Your position as the commissioner of the National Football League is a powerful one. You probably get to decide what goes on those rings. You can touch the Vince Lombardi trophy. You might even be able to touch Eli Manning. Hear me out. I think that your position might even be more powerful than you have ever dreamed. You could save the country by keeping the GOP out of office. Right, right, I understand: I’m just some college student. You probably get tons of these letters. But please, take a minute to listen to what I have to say.
A couple of days ago I wrote a piece about the Democrats being the big winners on Super Tuesday. They did win, I won’t back down from that, but I was maybe just a little over-excited. I was caught up in the moment; sue me. I wasn’t anticipating that Mitt Romney would drop out—excuse me, “suspend his campaign“—only two days after the biggest night in national politics, especially after dumping $35 million of his own personal fortune into the race.
With Romney gone, we’re already seeing a new enthusiasm from John McCain to capture the conservative vote he so desperately needs to even have a chance of winning the election come November.

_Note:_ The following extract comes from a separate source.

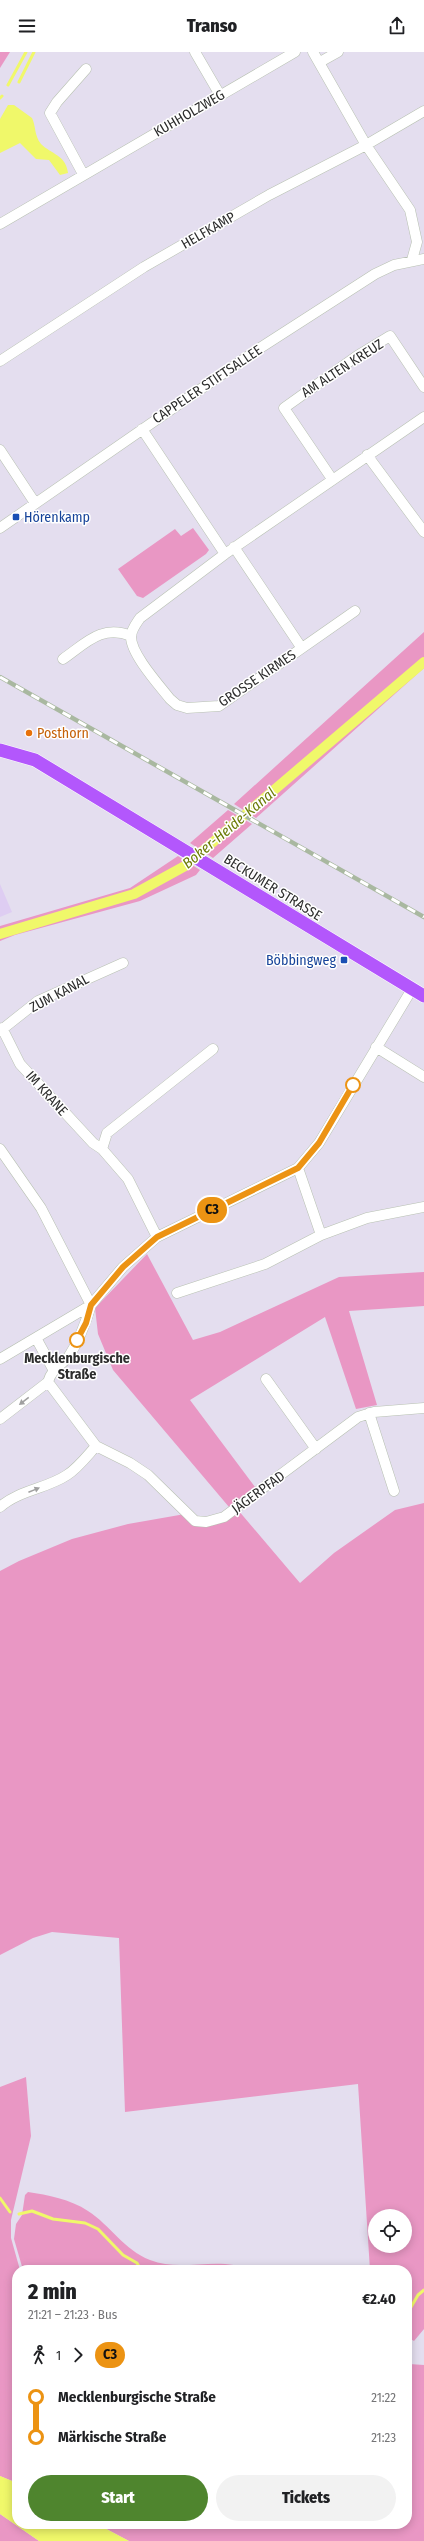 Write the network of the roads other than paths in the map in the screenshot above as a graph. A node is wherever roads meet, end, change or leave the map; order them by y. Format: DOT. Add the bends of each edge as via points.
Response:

As Republican leaders attempt to unite their party, whispers are starting to spread of a new weapon that just might work. I am afraid that they could be right.
So you are our only hope. I beg you to hand your position over. It might just be the only way to stop the GOP.
You see, those whispers — that weapon — it’s all centered around who John McCain will pick as his running mate. All of the talk recently has been Mike Huckabee this, Mike Huckabee that. The former Arkansas governor shocked everyone when he took five states in the Super Tuesday primaries. He’s a genuine, charismatic guy.
It doesn’t seem to matter that he doesn’t believe in evolution or that he thinks humans walked the earth with the dinosaurs. With Huckabee at the forefront of media coverage, not many people are listening to the whispers yet, but I am sure they will grow loud in the coming days. They sound something like this: Condoleezza Rice.
This race doesn’t have anything to do with gender, they say. This race doesn’t have anything to with, well, race. But the exit polls are continuously fed to you on any network news channel: The blacks love Obama; the women, Hillary.
If you pair an old, white prisoner-of-war with a relatively young black woman, you’ve covered almost every base. How many young black women do you know that also happen to be conservative Republicans? That’s what I thought. The GOP needs to convince Rice to run alongside McCain; she might just be his only hope. If nothing else, she would certainly shut Rush Limbaugh up. They have a past, and he’s obsessed.
If we’re lucky, she might be tired of politics and the end of this term might be the end of a long run in offices under George Bush, but the only way to be sure is to offer her your job as NFL Commissioner. In 2004, let me remind you, we were in the middle of a war and Condoleezza was serving as the 20th United States National Security Advisor. You’d think she would be busy; you’d think she would be taking her job pretty seriously. Instead she made it quite clear that if offered the job of commissioner, she would snatch it up in a second. It’s the only thing she wants more than to eat the beating heart of Osama bin Laden.
If something doesn’t happen immediately to quell these rumors, I’m afraid we’re going to have Condi vs. Oprah in October. And, while Condi may not have a book club or her own magazine, she knows how to speak five languages and is well-versed in that little issue McCain somehow has convinced his supporters is the paramount issue of the entire 21st century: radical Islamic extremism.
While Oprah might be more terrifying than the prisoners Condi has had locked up in Guantanamo, she doesn’t look as good in heels. McCain isn’t getting the Southern votes right now, and you know as well as I do that the Republicans of Appalachia and the deep South will vote for anything if it knows how to fire a gun and wears a short enough skirt. Please, Roger Goodell, save us.